A recent analysis of lunar samples reveals profound differences between its two sides, suggesting that the Moon's interior is not as uniform as previously thought.
The Chinese Chang'e 6 mission made history in June 2024 by bringing back the first samples ever collected from the far side of the Moon. These fragments specifically come from the South Pole-Aitken basin, a massive impact structure that ranks among the largest craters in the solar system. The meticulous analysis of these rocks demonstrated that they formed at temperatures approximately 100 degrees Celsius lower than samples collected from the near side during NASA's Apollo missions.
The far side of the Moon, covered in craters, photographed by the Orion spacecraft.
Credit: NASA
Researchers combined several approaches to achieve these results. They used computer simulations coupled with satellite data to reconstruct the thermal history of the rocks. By studying how these materials crystallized, the team was able to estimate the temperature of the parent rock, meaning the original material that melted to form magma before solidifying into lunar samples. This method also allowed them to date these samples to approximately 2.8 billion years ago.
The thermal difference would be explained by an uneven distribution of heat-producing elements in the lunar mantle. The near side would be richer in elements like uranium, thorium, and potassium, which generate heat through radioactive decay. These elements, collectively called KREEP, would have migrated to the near side early in lunar history, keeping this region warmer and more volcanically active than its counterpart.
Several hypotheses attempt to explain this original asymmetry. Some mention a colossal asteroid impact that would have redistributed the lunar interior, while others suggest that the Moon might have once had a small companion that merged unevenly.

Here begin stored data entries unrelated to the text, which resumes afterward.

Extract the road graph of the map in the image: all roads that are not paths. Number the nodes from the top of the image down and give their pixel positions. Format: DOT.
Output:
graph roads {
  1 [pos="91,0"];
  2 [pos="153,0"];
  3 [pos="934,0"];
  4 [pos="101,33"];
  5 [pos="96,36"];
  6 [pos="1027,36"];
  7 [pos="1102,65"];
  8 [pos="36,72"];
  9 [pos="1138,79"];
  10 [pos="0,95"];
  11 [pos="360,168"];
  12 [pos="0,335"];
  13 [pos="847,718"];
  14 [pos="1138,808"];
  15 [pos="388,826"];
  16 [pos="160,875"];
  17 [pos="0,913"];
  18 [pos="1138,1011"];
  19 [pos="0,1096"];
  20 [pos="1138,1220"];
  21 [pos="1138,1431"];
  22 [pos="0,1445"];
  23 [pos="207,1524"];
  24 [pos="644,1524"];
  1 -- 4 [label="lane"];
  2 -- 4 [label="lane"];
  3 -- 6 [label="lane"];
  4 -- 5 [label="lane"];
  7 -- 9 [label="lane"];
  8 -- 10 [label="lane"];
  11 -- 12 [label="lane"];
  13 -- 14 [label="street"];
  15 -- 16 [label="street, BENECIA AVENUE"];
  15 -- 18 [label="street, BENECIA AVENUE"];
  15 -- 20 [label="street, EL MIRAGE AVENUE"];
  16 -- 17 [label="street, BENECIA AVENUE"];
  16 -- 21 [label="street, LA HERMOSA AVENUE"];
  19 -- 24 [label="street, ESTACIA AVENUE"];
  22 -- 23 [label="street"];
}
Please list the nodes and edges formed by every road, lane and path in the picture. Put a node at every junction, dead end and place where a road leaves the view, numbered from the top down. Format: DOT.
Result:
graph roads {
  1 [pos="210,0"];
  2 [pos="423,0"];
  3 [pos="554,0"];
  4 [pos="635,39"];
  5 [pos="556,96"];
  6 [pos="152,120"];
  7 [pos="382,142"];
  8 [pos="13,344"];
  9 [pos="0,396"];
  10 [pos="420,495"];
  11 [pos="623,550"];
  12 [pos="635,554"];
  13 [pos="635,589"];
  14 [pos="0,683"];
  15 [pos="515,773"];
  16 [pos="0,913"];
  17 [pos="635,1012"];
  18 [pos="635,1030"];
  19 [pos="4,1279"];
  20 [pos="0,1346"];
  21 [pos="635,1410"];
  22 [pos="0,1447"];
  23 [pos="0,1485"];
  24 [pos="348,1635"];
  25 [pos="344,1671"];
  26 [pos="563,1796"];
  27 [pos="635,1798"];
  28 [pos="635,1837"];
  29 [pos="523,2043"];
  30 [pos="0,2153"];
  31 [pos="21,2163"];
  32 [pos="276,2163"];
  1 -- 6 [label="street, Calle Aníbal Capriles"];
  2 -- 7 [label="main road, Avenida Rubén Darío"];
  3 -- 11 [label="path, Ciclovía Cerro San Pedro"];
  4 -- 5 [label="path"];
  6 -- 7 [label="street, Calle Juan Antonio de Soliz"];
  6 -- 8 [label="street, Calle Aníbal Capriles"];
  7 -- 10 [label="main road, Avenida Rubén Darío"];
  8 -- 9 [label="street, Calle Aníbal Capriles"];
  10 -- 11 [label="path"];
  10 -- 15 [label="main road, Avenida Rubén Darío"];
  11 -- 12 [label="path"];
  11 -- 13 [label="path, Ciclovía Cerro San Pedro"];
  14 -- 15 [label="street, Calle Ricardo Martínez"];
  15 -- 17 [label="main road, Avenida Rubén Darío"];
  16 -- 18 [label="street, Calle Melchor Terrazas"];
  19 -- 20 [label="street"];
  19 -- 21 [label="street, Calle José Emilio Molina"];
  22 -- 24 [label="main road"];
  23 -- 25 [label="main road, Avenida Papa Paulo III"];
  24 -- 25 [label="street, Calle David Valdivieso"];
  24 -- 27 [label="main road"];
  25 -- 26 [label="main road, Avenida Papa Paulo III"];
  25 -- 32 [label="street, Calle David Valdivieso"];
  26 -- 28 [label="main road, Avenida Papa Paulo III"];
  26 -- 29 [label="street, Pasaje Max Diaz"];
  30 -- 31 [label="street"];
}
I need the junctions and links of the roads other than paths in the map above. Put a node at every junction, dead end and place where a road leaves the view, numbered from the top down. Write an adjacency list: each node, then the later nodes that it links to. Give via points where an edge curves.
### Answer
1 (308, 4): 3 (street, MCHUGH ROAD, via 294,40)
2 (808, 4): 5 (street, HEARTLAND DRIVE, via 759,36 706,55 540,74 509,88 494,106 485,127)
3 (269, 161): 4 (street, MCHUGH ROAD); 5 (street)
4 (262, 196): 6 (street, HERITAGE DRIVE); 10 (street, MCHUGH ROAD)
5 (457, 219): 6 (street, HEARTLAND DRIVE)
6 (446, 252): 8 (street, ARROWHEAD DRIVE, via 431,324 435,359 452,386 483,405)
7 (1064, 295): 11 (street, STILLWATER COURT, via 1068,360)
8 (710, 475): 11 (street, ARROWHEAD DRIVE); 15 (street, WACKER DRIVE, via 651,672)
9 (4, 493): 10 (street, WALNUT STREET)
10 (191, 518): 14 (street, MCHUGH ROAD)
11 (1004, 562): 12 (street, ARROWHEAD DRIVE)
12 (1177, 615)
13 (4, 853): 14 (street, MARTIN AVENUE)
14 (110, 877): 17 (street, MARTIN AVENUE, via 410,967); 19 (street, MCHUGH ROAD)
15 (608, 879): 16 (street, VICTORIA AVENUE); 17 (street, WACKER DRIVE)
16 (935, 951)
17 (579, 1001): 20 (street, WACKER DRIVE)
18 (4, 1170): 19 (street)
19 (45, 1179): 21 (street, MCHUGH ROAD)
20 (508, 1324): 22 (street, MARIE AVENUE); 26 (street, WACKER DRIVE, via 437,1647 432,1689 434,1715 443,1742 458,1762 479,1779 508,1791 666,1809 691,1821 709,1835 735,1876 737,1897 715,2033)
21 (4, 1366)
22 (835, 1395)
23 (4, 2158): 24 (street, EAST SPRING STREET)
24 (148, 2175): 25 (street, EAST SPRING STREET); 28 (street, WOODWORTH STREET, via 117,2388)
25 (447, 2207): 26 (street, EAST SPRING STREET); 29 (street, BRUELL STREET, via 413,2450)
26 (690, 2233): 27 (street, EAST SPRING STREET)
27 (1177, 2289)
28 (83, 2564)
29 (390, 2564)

Earth's gravitational pull could also have played a role in this particular distribution of elements, permanently influencing the thermal evolution of our satellite.
These discoveries, published in the journal
Nature Geoscience, represent a significant advance in our understanding of the Moon's internal structure. Although the study does not reveal the current temperatures inside the Moon, it suggests that this thermal division may have persisted for billions of years, deeply shaping the lunar landscapes we observe today from Earth.
Artist's view of the Chang'e 6 mission
© CNSA / CLEP The mystery of the two lunar faces
The Moon exhibits a remarkable dichotomy between its near side and far side. While the hemisphere facing Earth is characterized by vast dark volcanic plains called lunar maria, the opposite side appears much more rugged, with a thicker crust and a much higher density of impact craters.
This morphological difference is explained by distinct geological processes that affected both sides throughout lunar history. The near side experienced more intense and prolonged volcanic activity, partially covering ancient craters under lava flows. In contrast, the far side has preserved a more primitive landscape, marked by meteorite impacts accumulated over billions of years.
The recent thermal discoveries now complete this picture by revealing that these differences are not limited to the surface. The observed asymmetry in mantle temperature distribution shows that internal processes also evolved differently in the two hemispheres, creating a true structural duality.
The Chang'e 6 mission and its scientific importance
The Chang'e 6 mission represents a major step in modern lunar exploration. Developed by the Chinese space agency, this mission's primary objective was to collect and return samples from the far side of the Moon to Earth - a first in the history of space exploration.
The chosen landing site, the South Pole-Aitken basin, is particularly interesting to scientists. This massive impact structure, one of the largest in the solar system, excavated materials from deep layers of the lunar crust, thus providing unique access to the ancient geological history of our satellite.
The success of this mission opens new perspectives for lunar research. By enabling direct analysis of materials from regions inaccessible to previous missions, Chang'e 6 provides data to understand the formation and evolution of the Moon as a whole, beyond the limitations imposed by exclusively studying the near side.